A separator vessel 125 is separates a vapour component 130 and liquid component 127. A nitrogen rich stream containing at least 97 % nitrogen is drawn off from overhead the vessel 125. The liquid component 127 is passed to HGMT device 90 via pump to further enhance the liquid outflow 110 which contains mostly liquid hydrocarbon with very minimal CO2 and N2 content. This component passes through a heat exchanger and is drawn off 85 as the LNG product. A return 120 stream is directed back to the HGMT device 90 for further separation.

Figure 3 shows a system 140 of an integrated HGMT process for CO2 and N2 removal from natural gas to LNG production. The integrated system 140 combines a multi stage separation process whereby a feed stream 160 is passed into the HGMT 145 for bulk removal of CO2 and subsequent disposal of liquid CO2 rich streaml80 with minimal hydrocarbon content. The lean CO2 stream from the HGMT 145 is directed 165 to the second polishing stage of the second HGMT 150 to meet the utmost CO2 content of 50 ppm in the 170 stream. A proportionally increased of N2 content in stream 170 is directed to a third HGMT 155 for the nitrogen removal to produce LNG product of stream 185 (contains less than 1 % of nitrogen).
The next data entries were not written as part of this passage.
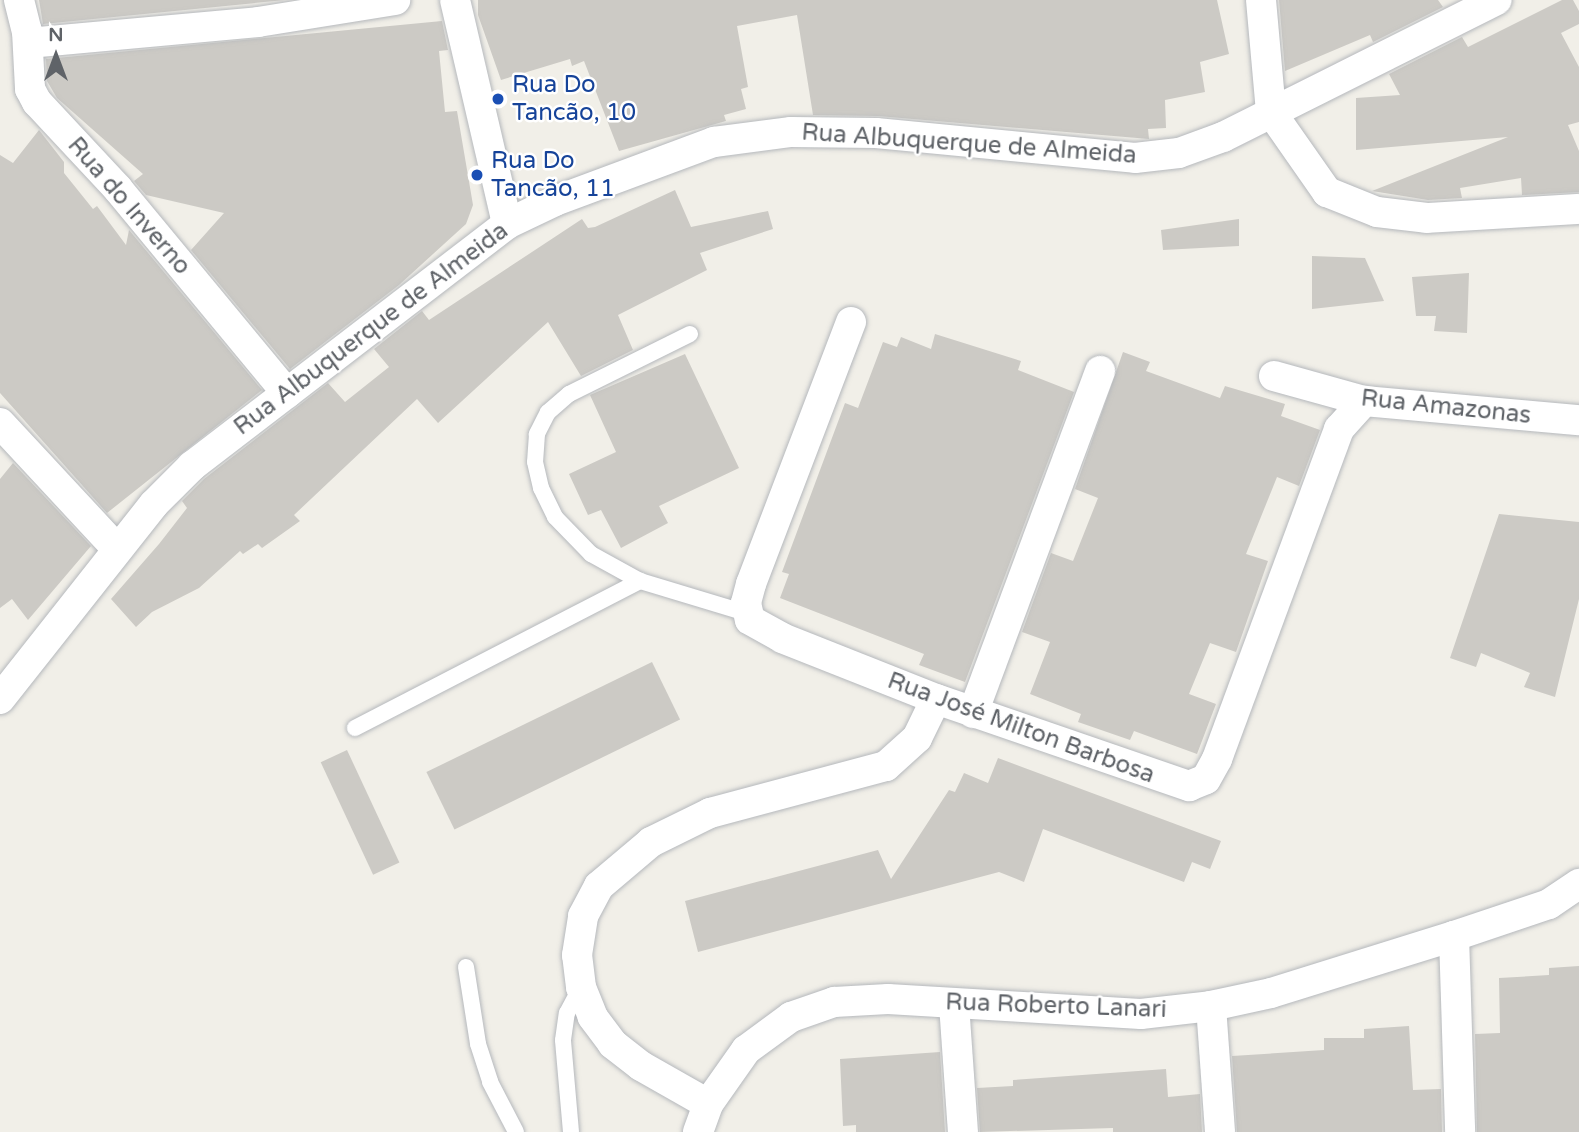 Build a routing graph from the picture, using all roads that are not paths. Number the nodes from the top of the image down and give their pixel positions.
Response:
1 (19, 0) edge
2 (395, 0) edge
3 (455, 0) edge
4 (1261, 0) edge
5 (1497, 0) edge
6 (28, 43) junction
7 (1270, 112) junction
8 (1579, 209) edge
9 (507, 224) junction
10 (851, 322) dead end
11 (690, 334) dead end
12 (1100, 371) dead end
13 (1274, 376) dead end
14 (287, 393) junction
15 (1364, 401) junction
16 (1579, 420) edge
17 (0, 423) edge
18 (117, 549) junction
19 (640, 581) junction
20 (746, 613) junction
21 (0, 699) edge
22 (936, 699) junction
23 (973, 713) junction
24 (355, 728) dead end
25 (1579, 884) edge
26 (1454, 936) junction
27 (466, 967) dead end
28 (581, 987) junction
29 (954, 1004) junction
30 (1212, 1006) junction
31 (703, 1118) edge
32 (516, 1132) edge
33 (571, 1132) edge
34 (963, 1132) edge
35 (1220, 1132) edge
36 (1460, 1132) edge

1 - 6 street, Rua do Inverno
2 - 6 street
3 - 9 street
4 - 7 street
5 - 7 street, Rua Albuquerque de Almeida
6 - 14 street, Rua do Inverno
7 - 8 street
7 - 9 street, Rua Albuquerque de Almeida
9 - 14 street, Rua Albuquerque de Almeida
10 - 20 street
11 - 19 lane
12 - 23 street
13 - 15 street, Rua Amazonas
14 - 18 street, Rua Albuquerque de Almeida
15 - 16 street, Rua Amazonas
15 - 23 street, Rua José Milton Barbosa
17 - 18 street
18 - 21 street, Rua Albuquerque de Almeida
19 - 20 lane
19 - 24 lane
20 - 22 street, Rua José Milton Barbosa
22 - 23 street, Rua José Milton Barbosa
22 - 28 street
25 - 26 street, Rua Roberto Lanari
26 - 30 street, Rua Roberto Lanari
26 - 36 street
27 - 32 lane
28 - 31 street
28 - 33 lane
29 - 30 street, Rua Roberto Lanari
29 - 31 street, Rua Roberto Lanari
29 - 34 street
30 - 35 street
Furthermore, the nitrogen rich gas stream 190 is drawn off at the overhead section of HGMT 155.

This invention can be further employed to meet the nitrogen content in the fuel gas stream for the self-consumption with minimal impact to LNG production.

Figure 4 shows a generalized view of an HGMT device 200 comprising a high gravity mass transfer device housing which includes a rotational part 207, an internal cavity 211 for an arranged elements to enhance contact area for gas and liquid phases and one or more quantity apparatus can be installed in the housing to minimise the flow maldistribution inside the HMGT device.

Two phase feed stream 215 is introduce into a chamber 205 having a rotating elements 207. The arranged elements experienced the rotational movement resulting in high centrifugal force producing smaller liquid droplets amplified the mass transfer and heat transfer with higher overall separation efficiency and shorter residence time. Under this condition, most of the gas will be diverted to centre of the arranged elements due to the difference in velocity and drawn off at the overhead section 222 of HGMT device. Meanwhile, liquid product stream 224 is produced at the bottom section of HGMT device. A liquid stream 220 from an overhead vessel is diverted back to HGMT device to assist the separation process.